Like everyone else I am a house with four rooms. As a child the physical room was barred to me, I had to fight my way to get into it. The room of the mind has always been mine. In the emotional, I have been marvellously lucky; with the spiritual, it was a long time before I would do more than peer in; now it is where I like best to be alone.
All of us tend to inhabit one room more than another but I have tried to go most days into them all -- each has its riches.
My house is, of course, slightly worn now but I still hope to go on quietly living in all of it, finding treasures, old and new until the time comes when I shall have, finally, to shut its door.
Isn't that absolutely beautiful? What a wonderful way to imagine the balance of life. Rumer Godden lived a full and rich and long life (she died in 1998), somehow managing to write dozens of books in between growing up in India, a failed marriage that led to a spartan life in a hut in the Himalayas, raising two daughters, numerous house moves, illness and tragedy (one house burned down and they lost almost everything), speaking tours of the US, several of her novels being turned into films, and other adventures...

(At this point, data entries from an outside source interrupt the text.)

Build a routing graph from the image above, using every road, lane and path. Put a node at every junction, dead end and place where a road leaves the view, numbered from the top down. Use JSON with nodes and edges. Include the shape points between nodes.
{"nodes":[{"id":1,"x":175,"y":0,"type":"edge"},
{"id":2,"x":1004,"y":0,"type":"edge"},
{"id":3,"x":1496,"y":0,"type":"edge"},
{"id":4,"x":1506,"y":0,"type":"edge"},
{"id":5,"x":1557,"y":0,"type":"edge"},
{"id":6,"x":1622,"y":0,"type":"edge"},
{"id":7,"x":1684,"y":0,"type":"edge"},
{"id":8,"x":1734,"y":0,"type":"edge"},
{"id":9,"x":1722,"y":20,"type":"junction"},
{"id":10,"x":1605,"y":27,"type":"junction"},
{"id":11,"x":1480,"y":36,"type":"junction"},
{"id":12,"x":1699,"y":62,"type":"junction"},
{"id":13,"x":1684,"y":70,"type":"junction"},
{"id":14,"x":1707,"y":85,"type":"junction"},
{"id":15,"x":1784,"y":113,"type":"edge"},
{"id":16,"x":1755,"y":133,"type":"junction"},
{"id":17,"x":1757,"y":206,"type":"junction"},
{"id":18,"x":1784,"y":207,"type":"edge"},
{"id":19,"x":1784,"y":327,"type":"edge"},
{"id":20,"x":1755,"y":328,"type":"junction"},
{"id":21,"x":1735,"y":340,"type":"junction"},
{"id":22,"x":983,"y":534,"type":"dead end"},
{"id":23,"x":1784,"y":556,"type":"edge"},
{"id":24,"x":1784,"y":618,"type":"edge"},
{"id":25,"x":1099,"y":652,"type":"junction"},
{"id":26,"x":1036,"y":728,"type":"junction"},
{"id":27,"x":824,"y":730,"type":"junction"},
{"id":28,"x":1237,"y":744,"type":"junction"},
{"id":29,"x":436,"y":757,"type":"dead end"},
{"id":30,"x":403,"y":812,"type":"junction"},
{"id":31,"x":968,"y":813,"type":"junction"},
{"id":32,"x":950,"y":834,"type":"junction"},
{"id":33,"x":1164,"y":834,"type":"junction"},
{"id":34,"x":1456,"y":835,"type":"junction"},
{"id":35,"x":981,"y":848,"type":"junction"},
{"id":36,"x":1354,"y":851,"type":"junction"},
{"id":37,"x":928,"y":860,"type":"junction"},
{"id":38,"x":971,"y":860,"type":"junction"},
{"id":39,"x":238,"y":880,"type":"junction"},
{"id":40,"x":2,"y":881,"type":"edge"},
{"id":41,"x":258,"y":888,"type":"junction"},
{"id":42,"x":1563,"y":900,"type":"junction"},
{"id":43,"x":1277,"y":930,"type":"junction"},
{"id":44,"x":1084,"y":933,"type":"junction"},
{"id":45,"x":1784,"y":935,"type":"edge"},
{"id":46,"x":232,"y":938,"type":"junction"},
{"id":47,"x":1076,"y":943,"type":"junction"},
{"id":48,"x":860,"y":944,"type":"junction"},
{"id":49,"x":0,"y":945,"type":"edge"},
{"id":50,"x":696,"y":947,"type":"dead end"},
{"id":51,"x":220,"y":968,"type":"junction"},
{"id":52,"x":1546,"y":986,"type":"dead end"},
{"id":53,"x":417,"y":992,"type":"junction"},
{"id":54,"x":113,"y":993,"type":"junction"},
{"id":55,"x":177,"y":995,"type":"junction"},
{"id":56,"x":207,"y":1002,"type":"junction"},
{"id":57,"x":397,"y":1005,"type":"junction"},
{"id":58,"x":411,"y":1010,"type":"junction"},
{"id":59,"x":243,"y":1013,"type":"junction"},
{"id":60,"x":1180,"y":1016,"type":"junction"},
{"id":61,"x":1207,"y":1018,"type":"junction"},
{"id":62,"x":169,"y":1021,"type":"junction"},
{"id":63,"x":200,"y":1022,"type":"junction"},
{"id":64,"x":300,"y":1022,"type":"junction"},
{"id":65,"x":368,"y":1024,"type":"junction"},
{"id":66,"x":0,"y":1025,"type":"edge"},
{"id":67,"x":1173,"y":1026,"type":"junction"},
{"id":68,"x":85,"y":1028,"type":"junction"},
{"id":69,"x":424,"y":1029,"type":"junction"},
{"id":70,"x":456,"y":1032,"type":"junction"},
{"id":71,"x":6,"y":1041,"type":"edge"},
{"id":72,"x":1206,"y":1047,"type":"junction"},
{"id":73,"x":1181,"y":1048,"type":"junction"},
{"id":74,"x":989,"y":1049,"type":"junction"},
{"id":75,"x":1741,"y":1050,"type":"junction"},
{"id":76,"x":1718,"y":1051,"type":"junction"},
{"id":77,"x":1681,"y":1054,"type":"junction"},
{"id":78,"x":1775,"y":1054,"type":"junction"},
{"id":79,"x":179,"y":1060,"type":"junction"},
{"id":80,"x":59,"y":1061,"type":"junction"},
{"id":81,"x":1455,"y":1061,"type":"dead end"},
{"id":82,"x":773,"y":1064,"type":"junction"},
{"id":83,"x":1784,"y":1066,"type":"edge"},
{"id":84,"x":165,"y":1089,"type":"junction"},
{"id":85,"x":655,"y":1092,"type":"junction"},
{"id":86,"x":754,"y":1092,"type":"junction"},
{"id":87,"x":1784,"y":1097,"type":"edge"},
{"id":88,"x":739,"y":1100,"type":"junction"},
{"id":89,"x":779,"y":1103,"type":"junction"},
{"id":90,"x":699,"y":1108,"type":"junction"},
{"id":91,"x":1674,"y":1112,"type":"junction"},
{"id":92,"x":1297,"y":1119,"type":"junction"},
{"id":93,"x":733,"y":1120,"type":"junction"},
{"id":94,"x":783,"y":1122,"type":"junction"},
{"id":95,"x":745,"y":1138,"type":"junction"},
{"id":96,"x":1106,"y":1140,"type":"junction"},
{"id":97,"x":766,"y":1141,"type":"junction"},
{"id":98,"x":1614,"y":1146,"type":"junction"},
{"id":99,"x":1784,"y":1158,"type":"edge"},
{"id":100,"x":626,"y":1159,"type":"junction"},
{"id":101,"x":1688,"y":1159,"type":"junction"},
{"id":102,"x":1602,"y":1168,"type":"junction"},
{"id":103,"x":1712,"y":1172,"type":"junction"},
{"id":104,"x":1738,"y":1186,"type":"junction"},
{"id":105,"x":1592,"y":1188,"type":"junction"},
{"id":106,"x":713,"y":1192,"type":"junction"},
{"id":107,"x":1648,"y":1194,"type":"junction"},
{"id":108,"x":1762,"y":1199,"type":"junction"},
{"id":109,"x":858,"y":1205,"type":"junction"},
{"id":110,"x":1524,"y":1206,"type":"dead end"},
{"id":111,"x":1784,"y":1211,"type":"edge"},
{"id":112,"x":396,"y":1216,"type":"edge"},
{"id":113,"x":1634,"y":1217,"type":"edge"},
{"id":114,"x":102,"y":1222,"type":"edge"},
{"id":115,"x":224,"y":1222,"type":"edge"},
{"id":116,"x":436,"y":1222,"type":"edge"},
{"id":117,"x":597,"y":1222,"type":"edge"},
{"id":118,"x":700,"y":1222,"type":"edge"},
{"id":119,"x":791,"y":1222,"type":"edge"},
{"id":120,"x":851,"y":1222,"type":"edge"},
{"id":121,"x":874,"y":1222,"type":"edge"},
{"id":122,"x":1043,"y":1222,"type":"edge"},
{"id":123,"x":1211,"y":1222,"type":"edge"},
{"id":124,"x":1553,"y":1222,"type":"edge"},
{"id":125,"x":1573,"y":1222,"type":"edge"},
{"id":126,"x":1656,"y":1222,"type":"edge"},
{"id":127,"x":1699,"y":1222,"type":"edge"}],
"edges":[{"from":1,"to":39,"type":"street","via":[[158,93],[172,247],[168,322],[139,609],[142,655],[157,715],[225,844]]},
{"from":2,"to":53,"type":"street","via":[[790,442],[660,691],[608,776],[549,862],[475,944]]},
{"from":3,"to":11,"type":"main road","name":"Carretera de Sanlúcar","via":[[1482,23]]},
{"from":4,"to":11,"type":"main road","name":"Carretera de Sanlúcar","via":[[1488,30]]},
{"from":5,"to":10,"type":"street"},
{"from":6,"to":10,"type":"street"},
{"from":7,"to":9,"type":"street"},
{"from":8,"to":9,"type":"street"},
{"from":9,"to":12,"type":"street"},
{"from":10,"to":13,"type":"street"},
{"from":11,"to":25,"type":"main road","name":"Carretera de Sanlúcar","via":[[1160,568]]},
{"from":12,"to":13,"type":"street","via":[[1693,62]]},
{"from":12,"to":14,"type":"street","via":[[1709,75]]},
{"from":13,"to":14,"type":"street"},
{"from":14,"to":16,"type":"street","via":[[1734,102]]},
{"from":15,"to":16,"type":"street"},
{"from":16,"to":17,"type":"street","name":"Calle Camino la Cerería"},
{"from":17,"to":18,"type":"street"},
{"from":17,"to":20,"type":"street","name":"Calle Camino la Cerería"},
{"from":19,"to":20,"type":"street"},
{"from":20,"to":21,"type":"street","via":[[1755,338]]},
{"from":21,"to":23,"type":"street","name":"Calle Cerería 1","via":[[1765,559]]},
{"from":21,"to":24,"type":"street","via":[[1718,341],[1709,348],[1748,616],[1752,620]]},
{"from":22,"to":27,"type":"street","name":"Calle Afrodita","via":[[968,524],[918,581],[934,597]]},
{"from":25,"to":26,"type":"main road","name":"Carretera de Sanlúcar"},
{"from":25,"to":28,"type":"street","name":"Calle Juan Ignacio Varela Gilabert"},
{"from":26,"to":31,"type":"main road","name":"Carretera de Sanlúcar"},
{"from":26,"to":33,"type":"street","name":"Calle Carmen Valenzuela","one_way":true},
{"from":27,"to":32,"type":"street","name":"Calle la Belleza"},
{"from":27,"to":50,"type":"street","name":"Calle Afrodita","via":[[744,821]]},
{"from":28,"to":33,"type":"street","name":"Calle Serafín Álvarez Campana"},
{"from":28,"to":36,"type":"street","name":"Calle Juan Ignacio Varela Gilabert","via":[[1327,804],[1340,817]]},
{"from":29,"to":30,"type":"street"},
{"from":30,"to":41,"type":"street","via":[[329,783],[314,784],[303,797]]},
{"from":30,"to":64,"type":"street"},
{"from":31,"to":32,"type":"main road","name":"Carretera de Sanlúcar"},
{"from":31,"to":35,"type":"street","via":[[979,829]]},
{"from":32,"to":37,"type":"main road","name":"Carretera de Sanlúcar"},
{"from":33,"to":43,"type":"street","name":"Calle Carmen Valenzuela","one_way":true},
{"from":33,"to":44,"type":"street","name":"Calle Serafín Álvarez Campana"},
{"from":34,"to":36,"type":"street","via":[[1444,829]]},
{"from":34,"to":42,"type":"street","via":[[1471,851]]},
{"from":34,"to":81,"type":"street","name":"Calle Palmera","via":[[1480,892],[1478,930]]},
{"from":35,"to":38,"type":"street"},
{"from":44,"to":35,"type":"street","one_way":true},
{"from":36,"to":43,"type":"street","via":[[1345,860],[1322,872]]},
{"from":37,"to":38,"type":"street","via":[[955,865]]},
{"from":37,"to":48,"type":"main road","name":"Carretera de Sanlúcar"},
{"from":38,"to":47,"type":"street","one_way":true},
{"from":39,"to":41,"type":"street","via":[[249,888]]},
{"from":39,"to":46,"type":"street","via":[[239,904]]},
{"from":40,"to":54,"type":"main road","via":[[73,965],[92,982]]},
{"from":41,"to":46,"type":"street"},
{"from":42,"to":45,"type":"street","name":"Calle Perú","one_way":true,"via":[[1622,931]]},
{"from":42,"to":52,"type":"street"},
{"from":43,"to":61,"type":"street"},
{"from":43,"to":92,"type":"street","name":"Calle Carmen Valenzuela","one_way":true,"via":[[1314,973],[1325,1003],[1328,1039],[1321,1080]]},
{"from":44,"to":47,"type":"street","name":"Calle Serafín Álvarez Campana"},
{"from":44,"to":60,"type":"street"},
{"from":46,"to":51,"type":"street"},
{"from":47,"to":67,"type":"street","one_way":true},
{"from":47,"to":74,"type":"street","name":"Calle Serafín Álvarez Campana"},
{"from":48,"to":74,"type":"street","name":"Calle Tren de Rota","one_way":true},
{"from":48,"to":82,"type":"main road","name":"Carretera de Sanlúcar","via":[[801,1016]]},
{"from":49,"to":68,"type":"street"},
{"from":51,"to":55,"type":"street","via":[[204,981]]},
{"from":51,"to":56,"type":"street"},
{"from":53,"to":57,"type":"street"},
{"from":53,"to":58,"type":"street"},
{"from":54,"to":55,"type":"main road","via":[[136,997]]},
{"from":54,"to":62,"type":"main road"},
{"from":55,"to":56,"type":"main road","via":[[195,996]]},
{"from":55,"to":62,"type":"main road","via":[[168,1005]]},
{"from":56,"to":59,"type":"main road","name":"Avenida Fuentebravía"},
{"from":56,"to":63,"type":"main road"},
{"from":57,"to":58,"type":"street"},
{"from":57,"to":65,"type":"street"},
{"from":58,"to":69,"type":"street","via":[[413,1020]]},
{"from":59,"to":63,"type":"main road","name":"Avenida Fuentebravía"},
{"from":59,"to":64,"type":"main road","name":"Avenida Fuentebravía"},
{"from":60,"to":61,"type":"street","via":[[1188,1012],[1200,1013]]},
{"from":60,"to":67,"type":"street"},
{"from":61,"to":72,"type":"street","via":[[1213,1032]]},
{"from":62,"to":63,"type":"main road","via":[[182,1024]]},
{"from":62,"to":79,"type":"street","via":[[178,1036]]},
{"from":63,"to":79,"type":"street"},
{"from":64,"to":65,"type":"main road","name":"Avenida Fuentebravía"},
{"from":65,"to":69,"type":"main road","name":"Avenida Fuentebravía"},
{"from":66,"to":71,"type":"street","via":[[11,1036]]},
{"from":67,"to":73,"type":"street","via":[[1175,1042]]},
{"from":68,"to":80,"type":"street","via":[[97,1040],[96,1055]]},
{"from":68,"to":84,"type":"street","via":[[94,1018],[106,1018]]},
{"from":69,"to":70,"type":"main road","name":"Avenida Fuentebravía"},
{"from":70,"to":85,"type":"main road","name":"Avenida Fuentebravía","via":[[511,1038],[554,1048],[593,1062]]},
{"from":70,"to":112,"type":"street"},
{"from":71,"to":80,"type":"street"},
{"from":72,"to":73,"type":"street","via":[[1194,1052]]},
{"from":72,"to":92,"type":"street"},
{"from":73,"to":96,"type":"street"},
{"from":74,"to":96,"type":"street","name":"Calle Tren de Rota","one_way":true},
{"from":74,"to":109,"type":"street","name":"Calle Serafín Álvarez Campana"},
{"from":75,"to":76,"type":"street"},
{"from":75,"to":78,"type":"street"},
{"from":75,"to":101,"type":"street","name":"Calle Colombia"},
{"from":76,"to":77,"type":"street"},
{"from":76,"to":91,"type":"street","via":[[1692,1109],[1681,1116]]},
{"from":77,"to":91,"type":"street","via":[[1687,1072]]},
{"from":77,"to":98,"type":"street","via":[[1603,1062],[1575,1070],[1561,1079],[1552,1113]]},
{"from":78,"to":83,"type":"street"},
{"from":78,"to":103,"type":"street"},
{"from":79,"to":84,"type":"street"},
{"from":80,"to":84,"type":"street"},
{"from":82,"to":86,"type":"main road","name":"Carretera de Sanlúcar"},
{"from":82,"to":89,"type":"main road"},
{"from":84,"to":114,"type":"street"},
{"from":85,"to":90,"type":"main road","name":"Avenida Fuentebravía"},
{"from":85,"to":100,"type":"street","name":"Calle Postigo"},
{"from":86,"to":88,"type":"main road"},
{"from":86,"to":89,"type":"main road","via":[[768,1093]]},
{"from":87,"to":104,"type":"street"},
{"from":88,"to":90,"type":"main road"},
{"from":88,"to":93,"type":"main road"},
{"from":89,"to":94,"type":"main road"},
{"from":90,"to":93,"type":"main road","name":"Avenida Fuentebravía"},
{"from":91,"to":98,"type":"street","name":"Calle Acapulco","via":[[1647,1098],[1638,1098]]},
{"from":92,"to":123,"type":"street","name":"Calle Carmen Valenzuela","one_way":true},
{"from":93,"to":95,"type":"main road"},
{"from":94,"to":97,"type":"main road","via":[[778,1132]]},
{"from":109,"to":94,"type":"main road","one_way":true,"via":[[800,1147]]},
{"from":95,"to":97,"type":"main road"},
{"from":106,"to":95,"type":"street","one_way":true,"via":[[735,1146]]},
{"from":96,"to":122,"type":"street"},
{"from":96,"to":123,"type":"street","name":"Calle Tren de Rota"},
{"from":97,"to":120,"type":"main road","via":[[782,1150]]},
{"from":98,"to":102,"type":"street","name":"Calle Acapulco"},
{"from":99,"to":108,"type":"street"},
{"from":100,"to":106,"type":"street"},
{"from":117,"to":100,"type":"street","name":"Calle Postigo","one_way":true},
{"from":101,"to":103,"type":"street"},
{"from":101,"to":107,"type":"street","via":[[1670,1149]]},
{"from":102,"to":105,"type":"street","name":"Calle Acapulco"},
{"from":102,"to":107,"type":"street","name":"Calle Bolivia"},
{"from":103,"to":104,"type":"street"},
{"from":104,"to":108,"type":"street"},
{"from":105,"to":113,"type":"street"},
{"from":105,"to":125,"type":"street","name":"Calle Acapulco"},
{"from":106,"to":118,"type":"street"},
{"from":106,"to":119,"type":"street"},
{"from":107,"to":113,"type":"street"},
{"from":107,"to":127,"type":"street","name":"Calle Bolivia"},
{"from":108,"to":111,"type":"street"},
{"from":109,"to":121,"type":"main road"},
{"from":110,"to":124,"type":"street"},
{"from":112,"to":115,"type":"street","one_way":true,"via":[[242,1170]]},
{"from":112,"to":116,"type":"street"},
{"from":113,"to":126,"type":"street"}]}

Some of the personages she mentions in A House With Four Rooms are not known to me, others I have heard of. I looked up Stanbrook Abbey, the inspiration for perhaps my favourite Godden novel, In This House of Brede, and saw that it's become a hotel -- due to declining numbers, the abbey's sisters relocated to Yorkshire. It sounds (according to Wikipedia) as if the move was painful; three sisters left the abbey and set up their own establishment. It would have made a perfect, agonising plot for another novel.